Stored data
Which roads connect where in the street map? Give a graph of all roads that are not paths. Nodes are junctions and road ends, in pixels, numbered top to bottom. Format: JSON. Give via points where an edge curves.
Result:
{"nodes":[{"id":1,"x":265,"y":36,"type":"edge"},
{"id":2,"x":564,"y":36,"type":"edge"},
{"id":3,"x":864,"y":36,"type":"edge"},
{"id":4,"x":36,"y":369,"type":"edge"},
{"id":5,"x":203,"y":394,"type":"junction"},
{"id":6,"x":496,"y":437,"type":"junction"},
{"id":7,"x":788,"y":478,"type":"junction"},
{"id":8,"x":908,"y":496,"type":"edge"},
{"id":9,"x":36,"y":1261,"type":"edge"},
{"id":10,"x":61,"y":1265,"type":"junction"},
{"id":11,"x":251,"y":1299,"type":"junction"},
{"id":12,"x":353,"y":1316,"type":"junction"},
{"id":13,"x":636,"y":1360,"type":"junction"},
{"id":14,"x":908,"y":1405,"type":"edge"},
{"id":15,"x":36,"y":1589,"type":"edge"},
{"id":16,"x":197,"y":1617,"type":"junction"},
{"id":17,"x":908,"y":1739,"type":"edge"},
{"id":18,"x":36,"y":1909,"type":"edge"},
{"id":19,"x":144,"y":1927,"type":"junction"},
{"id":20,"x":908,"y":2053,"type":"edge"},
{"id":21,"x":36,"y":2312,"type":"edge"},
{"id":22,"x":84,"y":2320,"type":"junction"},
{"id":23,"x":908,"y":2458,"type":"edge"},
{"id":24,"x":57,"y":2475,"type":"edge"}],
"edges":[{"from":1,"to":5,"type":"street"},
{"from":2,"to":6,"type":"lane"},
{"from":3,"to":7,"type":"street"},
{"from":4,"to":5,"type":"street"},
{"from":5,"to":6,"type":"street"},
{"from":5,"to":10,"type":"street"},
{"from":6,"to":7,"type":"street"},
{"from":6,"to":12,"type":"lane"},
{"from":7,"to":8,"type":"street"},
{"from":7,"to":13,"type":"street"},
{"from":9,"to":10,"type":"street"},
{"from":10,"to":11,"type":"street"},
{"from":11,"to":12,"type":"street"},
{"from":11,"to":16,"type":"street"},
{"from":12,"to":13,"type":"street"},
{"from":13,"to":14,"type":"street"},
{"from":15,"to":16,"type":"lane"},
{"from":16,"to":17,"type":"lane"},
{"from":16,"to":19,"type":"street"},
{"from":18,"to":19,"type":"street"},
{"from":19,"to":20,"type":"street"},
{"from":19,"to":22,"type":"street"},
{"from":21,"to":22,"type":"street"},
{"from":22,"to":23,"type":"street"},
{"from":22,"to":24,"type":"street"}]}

_TASK TO COMPLETE_. Check the records above and copy each line that has the string "lane".

_COMPLETED EXERCISE_.
{"from":2,"to":6,"type":"lane"},
{"from":6,"to":12,"type":"lane"},
{"from":15,"to":16,"type":"lane"},
{"from":16,"to":17,"type":"lane"},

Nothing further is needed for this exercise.